## [About this task]
I would like you to output every record below exactly, apart from the pictures.

*** Opening Entries shown ***

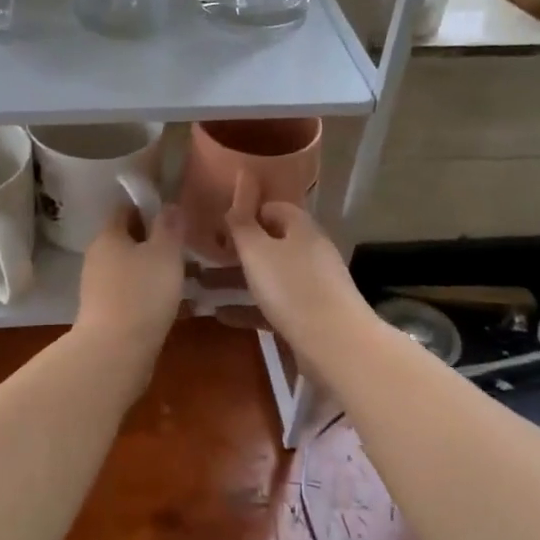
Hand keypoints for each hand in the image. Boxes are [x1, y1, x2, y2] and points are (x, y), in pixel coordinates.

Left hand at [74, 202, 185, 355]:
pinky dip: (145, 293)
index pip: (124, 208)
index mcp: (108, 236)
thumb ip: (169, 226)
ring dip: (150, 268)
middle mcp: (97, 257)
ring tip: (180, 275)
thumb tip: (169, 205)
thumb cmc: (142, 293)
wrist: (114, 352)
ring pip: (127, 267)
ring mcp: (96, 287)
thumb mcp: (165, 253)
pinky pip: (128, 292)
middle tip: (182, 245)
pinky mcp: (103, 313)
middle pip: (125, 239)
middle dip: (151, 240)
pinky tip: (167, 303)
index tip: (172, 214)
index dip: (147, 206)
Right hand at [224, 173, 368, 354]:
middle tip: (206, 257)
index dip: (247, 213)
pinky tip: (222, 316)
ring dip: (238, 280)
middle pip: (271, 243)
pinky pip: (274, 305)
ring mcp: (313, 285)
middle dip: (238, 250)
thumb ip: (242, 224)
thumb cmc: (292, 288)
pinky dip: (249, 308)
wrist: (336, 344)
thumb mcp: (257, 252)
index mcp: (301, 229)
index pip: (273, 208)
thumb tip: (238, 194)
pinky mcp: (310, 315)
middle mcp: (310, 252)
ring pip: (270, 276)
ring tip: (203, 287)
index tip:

*** Closing Entries shown ***

## [Response to this task]
Hand keypoints for each hand in the image. Boxes are [x1, y1, x2, y2] and points are (x, y), in pixel coordinates.

Left hand at [74, 202, 185, 355]:
pinky dip: (145, 293)
index pip: (124, 208)
index mcp: (108, 236)
thumb ip: (169, 226)
ring dip: (150, 268)
middle mcp: (97, 257)
ring tip: (180, 275)
thumb tip: (169, 205)
thumb cmc: (142, 293)
wrist: (114, 352)
ring pip: (127, 267)
ring mcp: (96, 287)
thumb mcp: (165, 253)
pinky pip: (128, 292)
middle tip: (182, 245)
pinky mcp: (103, 313)
middle pip: (125, 239)
middle dip: (151, 240)
pinky tip: (167, 303)
index tip: (172, 214)
index dip: (147, 206)
Right hand at [224, 173, 368, 354]:
middle tip: (206, 257)
index dip: (247, 213)
pinky tip: (222, 316)
ring dip: (238, 280)
middle pip: (271, 243)
pinky pip: (274, 305)
ring mcp: (313, 285)
middle dip: (238, 250)
thumb ip: (242, 224)
thumb cmc: (292, 288)
pinky dip: (249, 308)
wrist: (336, 344)
thumb mcp: (257, 252)
index mcp: (301, 229)
index pip: (273, 208)
thumb tip: (238, 194)
pinky mcp: (310, 315)
middle mcp: (310, 252)
ring pip: (270, 276)
ring tip: (203, 287)
index tip:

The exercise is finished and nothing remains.